We have reached a crisis point with this issue. In FY 2009, 3,230 servicemembers reported rape or sexual assault throughout the military. The Department of Defense itself acknowledges that 80% of sexual assault survivors do not report the crime. If we do the math, in 2009, approximately 16,150 servicemembers were sexually assaulted.
The vast majority of victims are junior enlisted. In an institution where rank and chain of command determine your every move, sexual predators often exert power and violence over those with the least amount of rank. There are well-founded reasons that so few women and men report the crimes committed against them. Reporting sexual assault and sexual harassment in the military is brutally intimidating at best, and a death sentence at worst. Perpetrators often guarantee a victim’s silence by threat of retaliation. Also, unsympathetic commanders who fail to protect survivors are all too common. Often times, it is commanders who are complicit in cover-ups of these cases.
In this context, encouraging victims to report is irresponsible at best.
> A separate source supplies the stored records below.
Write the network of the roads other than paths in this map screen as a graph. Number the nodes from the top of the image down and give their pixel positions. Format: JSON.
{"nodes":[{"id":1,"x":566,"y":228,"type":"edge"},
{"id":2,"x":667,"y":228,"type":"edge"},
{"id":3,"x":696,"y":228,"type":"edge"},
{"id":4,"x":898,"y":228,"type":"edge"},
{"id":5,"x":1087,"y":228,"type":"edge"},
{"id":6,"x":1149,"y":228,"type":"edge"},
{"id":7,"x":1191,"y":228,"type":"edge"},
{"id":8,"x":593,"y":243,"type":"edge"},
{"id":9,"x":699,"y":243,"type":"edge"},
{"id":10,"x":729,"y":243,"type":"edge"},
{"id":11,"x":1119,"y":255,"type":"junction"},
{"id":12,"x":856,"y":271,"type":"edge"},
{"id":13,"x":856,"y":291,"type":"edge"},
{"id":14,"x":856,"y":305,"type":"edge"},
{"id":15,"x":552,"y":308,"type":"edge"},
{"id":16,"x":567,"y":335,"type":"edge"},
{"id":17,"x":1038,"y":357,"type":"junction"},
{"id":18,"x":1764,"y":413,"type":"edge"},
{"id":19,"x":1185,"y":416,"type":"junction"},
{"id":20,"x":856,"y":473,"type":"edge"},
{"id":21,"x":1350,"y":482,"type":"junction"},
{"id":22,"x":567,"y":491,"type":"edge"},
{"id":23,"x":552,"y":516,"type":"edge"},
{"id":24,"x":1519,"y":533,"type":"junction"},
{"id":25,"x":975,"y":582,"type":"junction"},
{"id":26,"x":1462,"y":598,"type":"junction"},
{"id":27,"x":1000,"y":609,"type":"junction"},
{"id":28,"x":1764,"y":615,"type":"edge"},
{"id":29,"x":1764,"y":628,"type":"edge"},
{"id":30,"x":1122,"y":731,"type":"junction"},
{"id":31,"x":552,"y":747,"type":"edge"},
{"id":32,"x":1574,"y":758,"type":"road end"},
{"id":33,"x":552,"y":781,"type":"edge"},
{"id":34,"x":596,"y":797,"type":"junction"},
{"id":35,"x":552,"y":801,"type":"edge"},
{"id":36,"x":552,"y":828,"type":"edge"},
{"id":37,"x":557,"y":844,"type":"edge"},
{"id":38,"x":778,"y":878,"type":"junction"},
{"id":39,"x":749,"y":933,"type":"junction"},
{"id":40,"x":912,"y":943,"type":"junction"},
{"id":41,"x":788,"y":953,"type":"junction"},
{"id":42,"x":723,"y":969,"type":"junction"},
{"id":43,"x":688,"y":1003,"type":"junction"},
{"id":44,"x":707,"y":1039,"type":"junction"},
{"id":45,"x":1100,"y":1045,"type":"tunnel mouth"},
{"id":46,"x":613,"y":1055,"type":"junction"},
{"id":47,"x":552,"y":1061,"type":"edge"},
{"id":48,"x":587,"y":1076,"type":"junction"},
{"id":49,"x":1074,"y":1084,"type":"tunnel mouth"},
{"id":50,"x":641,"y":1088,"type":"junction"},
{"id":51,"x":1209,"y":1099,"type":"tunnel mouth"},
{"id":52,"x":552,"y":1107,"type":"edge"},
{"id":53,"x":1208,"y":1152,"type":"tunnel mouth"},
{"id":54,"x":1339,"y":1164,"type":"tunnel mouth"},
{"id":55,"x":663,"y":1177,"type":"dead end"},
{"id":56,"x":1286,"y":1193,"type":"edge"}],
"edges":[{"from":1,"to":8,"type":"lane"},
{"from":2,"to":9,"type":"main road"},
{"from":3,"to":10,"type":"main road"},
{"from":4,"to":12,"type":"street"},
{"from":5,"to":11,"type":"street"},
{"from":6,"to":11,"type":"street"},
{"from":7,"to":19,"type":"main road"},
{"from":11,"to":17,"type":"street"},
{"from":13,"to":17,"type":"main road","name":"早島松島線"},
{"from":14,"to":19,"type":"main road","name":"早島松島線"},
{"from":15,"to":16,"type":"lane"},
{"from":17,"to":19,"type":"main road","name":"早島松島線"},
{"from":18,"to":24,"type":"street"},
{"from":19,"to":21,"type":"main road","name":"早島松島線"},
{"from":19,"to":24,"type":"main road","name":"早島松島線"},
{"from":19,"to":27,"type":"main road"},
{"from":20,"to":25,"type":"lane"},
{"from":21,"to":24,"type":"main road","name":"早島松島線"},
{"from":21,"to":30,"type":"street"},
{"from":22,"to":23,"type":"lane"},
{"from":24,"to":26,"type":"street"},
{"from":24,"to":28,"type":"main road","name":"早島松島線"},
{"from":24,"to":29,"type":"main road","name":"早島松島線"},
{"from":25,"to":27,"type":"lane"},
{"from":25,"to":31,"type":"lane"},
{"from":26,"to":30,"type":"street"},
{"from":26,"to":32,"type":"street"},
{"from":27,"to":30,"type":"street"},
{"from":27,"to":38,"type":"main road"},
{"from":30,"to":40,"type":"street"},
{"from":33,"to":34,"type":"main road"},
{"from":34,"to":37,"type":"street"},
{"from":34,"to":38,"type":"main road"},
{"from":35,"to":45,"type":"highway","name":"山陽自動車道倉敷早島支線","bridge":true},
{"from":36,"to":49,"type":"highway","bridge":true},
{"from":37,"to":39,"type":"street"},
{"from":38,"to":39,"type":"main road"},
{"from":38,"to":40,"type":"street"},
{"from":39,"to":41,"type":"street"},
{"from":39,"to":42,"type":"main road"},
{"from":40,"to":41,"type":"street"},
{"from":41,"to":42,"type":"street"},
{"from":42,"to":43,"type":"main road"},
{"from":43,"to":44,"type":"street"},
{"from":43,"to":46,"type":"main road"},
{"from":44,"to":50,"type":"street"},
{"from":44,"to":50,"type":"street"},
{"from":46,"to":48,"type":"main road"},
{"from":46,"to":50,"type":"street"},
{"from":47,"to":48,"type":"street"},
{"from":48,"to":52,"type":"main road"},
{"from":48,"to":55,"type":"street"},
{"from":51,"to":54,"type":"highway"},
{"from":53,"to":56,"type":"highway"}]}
And yet, the Department of Defense is relentlessly focused on getting more women and men to report, without doing anything to put perpetrators behind bars, without guaranteeing survivors’ personal safety, anonymity and confidentiality, privileged communication with victim advocates, or access to a lawyer. The work of the Department of Defense’s tiny “Sexual Assault Prevention and Response Office (SAPRO)” largely consists of poster campaigns, data collection, and provision of training and education materials to the armed services. It should not be a surprise that the military cannot stem the tide of sexual assault in the ranks because SAPRO has no teeth, and it has no teeth because the Department of Defense has deliberately not vested it with any judicial or law enforcement authority. SAPRO’s notorious poster campaigns to “prevent” rape are rife with victim blaming and rape mythology, including a shocking poster that encourages servicemen to “wait until she’s sober.”
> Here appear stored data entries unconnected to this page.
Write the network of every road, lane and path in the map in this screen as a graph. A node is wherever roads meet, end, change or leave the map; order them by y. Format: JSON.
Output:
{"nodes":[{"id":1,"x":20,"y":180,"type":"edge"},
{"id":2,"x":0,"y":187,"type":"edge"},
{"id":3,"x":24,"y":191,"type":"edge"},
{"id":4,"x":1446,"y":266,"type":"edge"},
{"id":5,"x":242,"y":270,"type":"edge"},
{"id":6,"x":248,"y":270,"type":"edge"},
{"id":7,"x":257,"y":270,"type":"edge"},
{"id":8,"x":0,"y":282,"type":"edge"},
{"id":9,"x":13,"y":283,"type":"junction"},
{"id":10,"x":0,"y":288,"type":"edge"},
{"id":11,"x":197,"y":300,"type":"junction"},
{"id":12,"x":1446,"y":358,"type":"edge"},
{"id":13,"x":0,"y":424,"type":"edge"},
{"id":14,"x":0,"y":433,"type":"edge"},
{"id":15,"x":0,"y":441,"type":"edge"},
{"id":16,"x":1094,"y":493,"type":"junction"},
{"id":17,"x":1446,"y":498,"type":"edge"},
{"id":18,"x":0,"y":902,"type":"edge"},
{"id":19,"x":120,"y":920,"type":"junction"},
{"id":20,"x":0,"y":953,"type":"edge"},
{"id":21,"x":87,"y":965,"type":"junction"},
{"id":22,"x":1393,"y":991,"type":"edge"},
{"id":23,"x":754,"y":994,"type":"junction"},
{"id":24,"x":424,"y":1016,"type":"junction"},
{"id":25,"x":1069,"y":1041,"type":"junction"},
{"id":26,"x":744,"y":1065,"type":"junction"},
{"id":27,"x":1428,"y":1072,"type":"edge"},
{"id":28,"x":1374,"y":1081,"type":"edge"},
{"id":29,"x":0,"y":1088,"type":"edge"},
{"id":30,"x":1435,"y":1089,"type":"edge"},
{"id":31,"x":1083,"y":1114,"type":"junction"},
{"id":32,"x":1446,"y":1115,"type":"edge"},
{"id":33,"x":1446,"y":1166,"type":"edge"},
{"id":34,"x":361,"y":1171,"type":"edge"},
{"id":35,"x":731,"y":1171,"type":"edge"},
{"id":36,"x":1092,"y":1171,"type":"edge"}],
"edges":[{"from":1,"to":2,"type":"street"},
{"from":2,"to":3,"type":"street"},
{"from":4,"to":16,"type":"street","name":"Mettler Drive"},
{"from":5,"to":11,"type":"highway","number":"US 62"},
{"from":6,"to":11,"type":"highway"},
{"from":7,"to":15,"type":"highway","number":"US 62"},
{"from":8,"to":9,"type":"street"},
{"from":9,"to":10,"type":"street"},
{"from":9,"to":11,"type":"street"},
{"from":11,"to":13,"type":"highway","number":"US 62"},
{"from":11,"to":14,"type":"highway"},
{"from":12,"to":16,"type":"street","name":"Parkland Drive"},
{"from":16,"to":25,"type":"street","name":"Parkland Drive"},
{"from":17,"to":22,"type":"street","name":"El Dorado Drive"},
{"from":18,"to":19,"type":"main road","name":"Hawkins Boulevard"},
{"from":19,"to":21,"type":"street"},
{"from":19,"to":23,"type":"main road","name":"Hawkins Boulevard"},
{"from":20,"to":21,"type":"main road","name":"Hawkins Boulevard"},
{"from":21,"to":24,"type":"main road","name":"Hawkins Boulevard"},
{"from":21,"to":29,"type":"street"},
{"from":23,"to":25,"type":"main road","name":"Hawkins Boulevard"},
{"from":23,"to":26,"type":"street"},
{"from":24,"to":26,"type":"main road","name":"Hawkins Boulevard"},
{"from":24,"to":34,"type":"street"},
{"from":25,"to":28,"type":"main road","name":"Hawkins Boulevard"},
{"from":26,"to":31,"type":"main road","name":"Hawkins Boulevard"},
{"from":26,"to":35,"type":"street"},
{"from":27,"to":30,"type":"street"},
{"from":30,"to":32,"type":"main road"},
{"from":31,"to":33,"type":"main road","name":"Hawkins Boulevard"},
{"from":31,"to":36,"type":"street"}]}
As for punishment, fewer than one in five sexual predators ever see the inside of a courtroom. Most walk away with slaps on the wrist, instead of jail time. We know that sexual predators are often serial offenders, and yet, the military not only fails to prosecute and convict most of them, it also fails to provide a sexual offender registry to civilian authorities, allowing military perpetrators to continue preying upon victims in civilian communities across the nation.
Rape, sexual assault, and sexual harassment are often career-enders for victims. Unlike in the civilian world, a military rape survivor cannot quit her or his job, or re-locate to a different community. They are often forced to live with, work with, or work under the supervision of their perpetrators. Unlike in the civilian world, survivors have no access to redress when their chain of command fails to protect them or fails to punish the perpetrator. Unlike in the civilian world, survivors have no legal right to sue their perpetrators, their supervisors, or their branch of service for damages.
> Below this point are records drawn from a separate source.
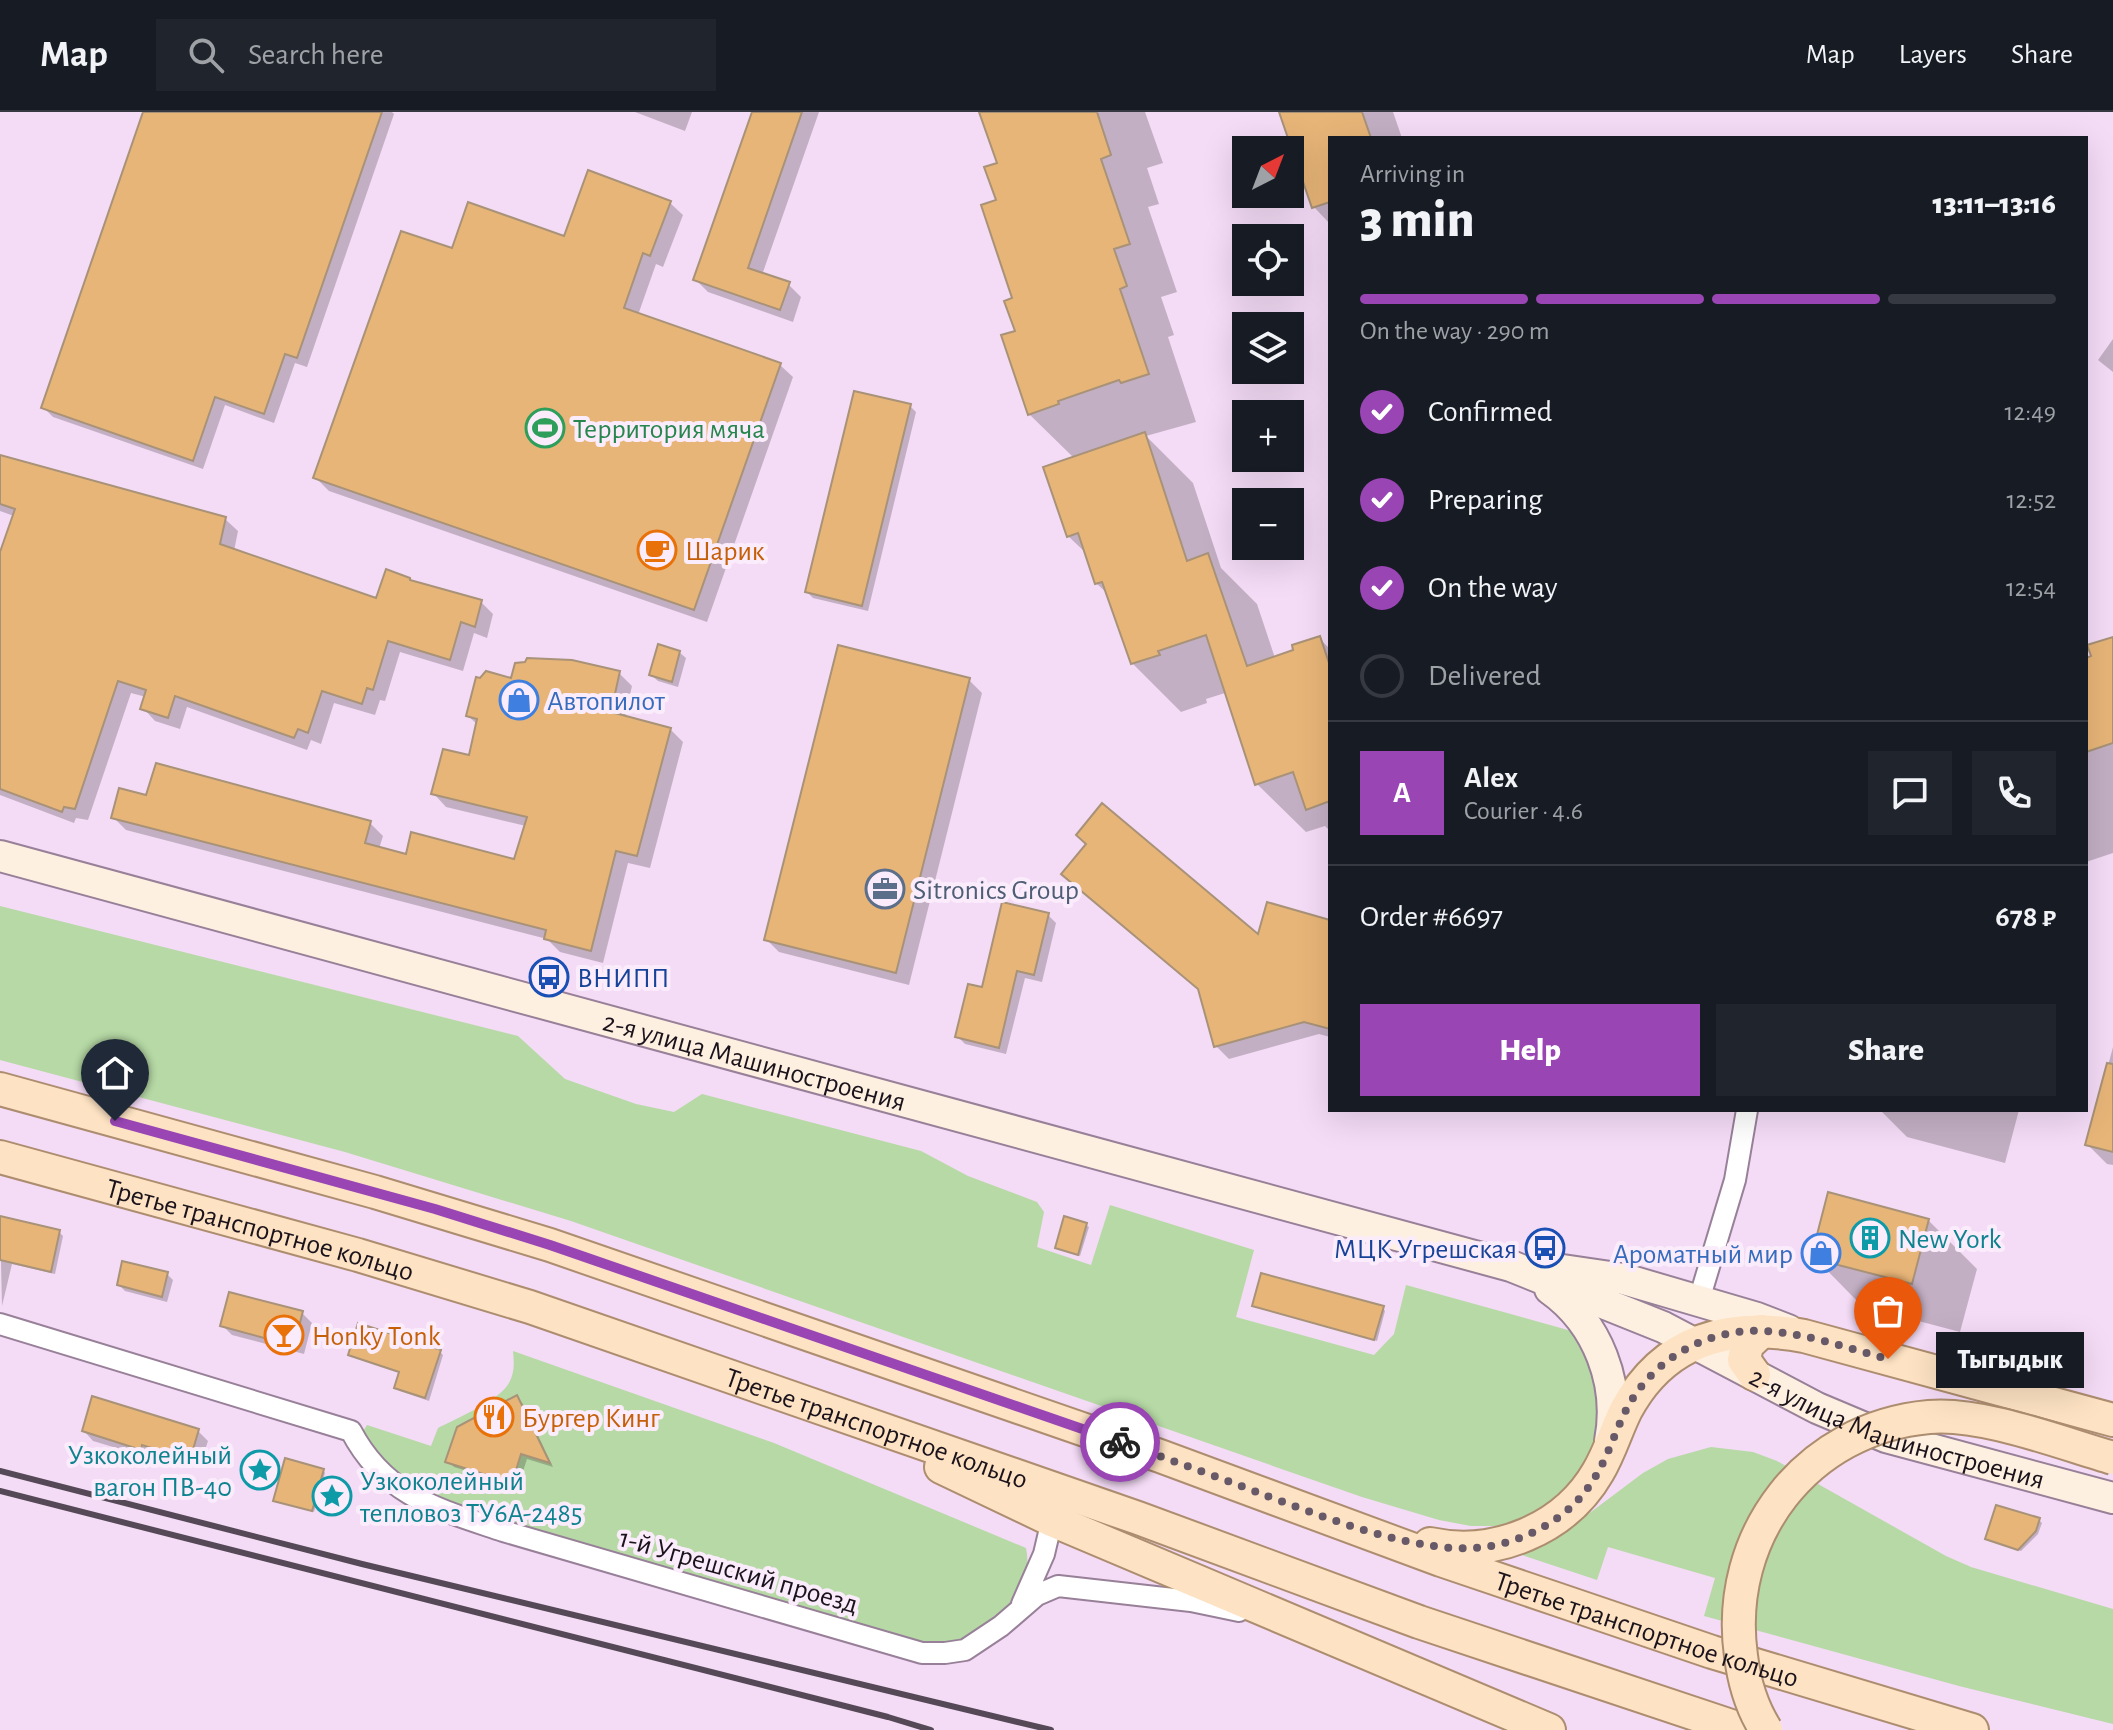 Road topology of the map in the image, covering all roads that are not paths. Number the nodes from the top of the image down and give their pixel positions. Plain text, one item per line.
1 (0, 856) edge
2 (0, 1089) edge
3 (1747, 1112) edge
4 (0, 1157) edge
5 (1511, 1266) junction
6 (1699, 1300) junction
7 (0, 1324) edge
8 (1762, 1331) junction
9 (1804, 1336) junction
10 (1695, 1343) junction
11 (1754, 1374) junction
12 (790, 1395) junction
13 (2113, 1420) edge
14 (1608, 1452) junction
15 (2113, 1458) edge
16 (2113, 1498) edge
17 (1052, 1520) junction
18 (1353, 1527) junction
19 (1020, 1607) junction
20 (1288, 1620) junction
21 (1549, 1730) edge
22 (1743, 1730) edge
23 (1766, 1730) edge
24 (1972, 1730) edge

1 - 5 main road, 2-я улица Машиностроения
2 - 18 main road, Третье транспортное кольцо
3 - 6 street
4 - 12 main road, Третье транспортное кольцо
5 - 6 main road, 2-я улица Машиностроения
5 - 10 main road, 2-я улица Машиностроения
5 - 14 main road
6 - 9 main road, 2-я улица Машиностроения
7 - 19 street, 1-й Угрешский проезд
8 - 9 main road
8 - 10 main road
8 - 11 main road
9 - 13 main road, 2-я улица Машиностроения
10 - 11 main road, 2-я улица Машиностроения
10 - 14 main road
11 - 16 main road, 2-я улица Машиностроения
12 - 17 main road
12 - 22 main road, Третье транспортное кольцо
14 - 18 main road
15 - 23 main road, bridge
17 - 19 street, 1-й Угрешский проезд
17 - 20 main road
18 - 24 main road, Третье транспортное кольцо
19 - 20 street, 1-й Угрешский проезд
20 - 21 main road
It is time to finally acknowledge that the military judicial system is broken when it comes to cases of rape, sexual assault and sexual harassment, and that an alternative system must be created to guarantee accountability and justice for these crimes.
American youth should not sacrifice their right to bodily integrity when they step forward to serve our nation. They bravely and honorably volunteer to wear the uniform with the understanding that they may make the ultimate sacrifice. That is enough to ask of them. But we must not continue to subject them to sexual violence, torture, and betrayal by their fellow personnel. Your daughters and sons, your sisters and brothers, your mothers and fathers, our American heroes, deserve better.